Sé que la sal precipitada
sobre una frente que simula cuenca
de arroyuelos nerviosos,
no le confiere al hombre que soy, encaneciendo
detrás de la memoria de un volante,
inconmovible aspecto de estatua humedecida.
El martirio comienza con un grito
que cierto dios esboza cuando se juzga lastimado.
Y la piel se dispone a la mordida
disimulada en el asiento y suben,
granándose de ruidos tortuosos, las volutas
que unos dedos de brisa desparraman.
Toda la inconsecuencia del asfalto
lamido por la lengua sensual de las esquinas,
por etiquetas viudas,
por envases,
por chapas
y sorpresas afines,
avanza velozmente hacia unos párpados inmunes
donde instala el oficio su vigilia constante.

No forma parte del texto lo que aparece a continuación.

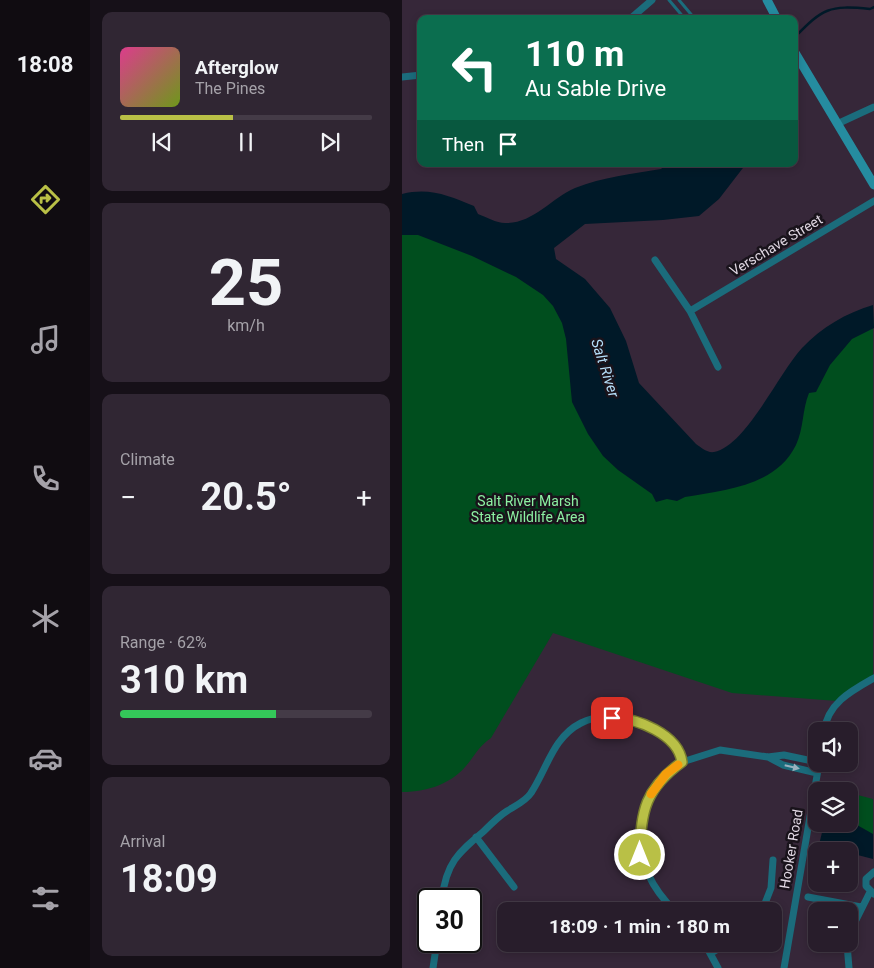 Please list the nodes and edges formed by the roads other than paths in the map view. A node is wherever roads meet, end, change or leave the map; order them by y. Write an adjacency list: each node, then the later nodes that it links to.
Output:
1 (652, 0): 5 (street)
2 (668, 0): 6 (lane)
3 (679, 0): 7 (lane)
4 (767, 0): 8 (street)
5 (635, 15)
6 (681, 15)
7 (692, 15)
8 (774, 15)
9 (798, 58): 13 (street)
10 (417, 75): 11 (street)
11 (402, 77)
12 (874, 107): 13 (street)
13 (837, 124): 14 (street)
14 (874, 184)
15 (874, 201): 17 (street, Verschave Street)
16 (655, 260): 17 (street)
17 (690, 311): 18 (street)
18 (718, 367)
19 (874, 678): 20 (street)
20 (827, 722)
21 (768, 757): 22 (street); 23 (street); 24 (street, one-way to 24)
22 (808, 761)
23 (682, 762): 25 (street); 32 (street)
24 (817, 773): 41 (street, Hooker Road)
25 (476, 838): 28 (street); 29 (street)
26 (773, 860): 33 (street)
27 (874, 872): 30 (street)
28 (514, 887)
29 (444, 888)
30 (872, 893): 34 (street)
31 (808, 897): 34 (street)
32 (665, 902)
33 (765, 902)
34 (861, 907): 35 (street)
35 (858, 914)
36 (848, 952): 42 (street)
37 (435, 953): 39 (street)
38 (711, 953): 40 (street)
39 (433, 968)
40 (718, 968)
41 (784, 968)
42 (849, 968)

Y aparece de pronto, desterrando
la molicie reciente,
un sitio atiborrado de actitudes humanas.
Y ocupan los viajeros,
todavía con restos de otra noche,
con remanentes de penumbra derrotada en los labios,
ese mínimo espacio que aproxima
la ociosidad del cuerpo al ejercicio laborioso
y a la desolación y a los conjuros.
Yo distraigo el asombro: con un golpe
de vista identifico la efigie de los héroes
que pasan, perpetuados en monedas,
desde diversos escondites hacia las manos mías,
olorosas a grasa y a cotidianos exabruptos.
Nadie
podría imaginar con qué apetencia,
con qué deseo encadenado aguardan
por esa música elocuente que comienza en mi bolso
la inquietud de una esposa y el sueño de los hijos.
Hay algo en mis labores
que recuerda los círculos girantes de la noria:
bajan dos pasajeros y abordan otros tantos
los puestos expeditos;
si una vuelta concluye, la próxima se inicia
con el deceso airoso de la hermana.
El día se hace hoguera, remembranza de infierno,
y los heraldos del calor abultan sus carrillos
e inflaman las trompetas.
Pero yo sé que permanecen colgados de mi arrojo,
de la constancia mía,
del triunfo de los cauchos,
la esperanza y el cielo y los estómagos
de emociones vecinas o engendradas
por el impulso de mi sangre.
¿Cómo escapar entonces
del susto vertical de la canícula,
de sus dardos infieles, de la fiesta
del ojo suspendido en la mitad de su trayecto?
La tarde, sucediendo, desmenuza
su rostro de minutos
contra la oscuridad que disemina sus espantos
y exige los faroles.
Y, recién vulnerada la enseña del crepúsculo,
vuelvo a los brazos de una esposa
y a la impresión del agua,
y al olor que requiere paladares
y al sueño que alimenta los pasos de mis hijos.
Y, asiéndome a la forma de sábanas urgentes,
afirmo que es hermosa esta costumbre,
porque sé que la sal precipitada
sobre una frente que simula cuenca
de arroyuelos nerviosos,
no le confiere al hombre que soy, encaneciendo
detrás de la memoria de un volante,
inconmovible aspecto de estatua humedecida.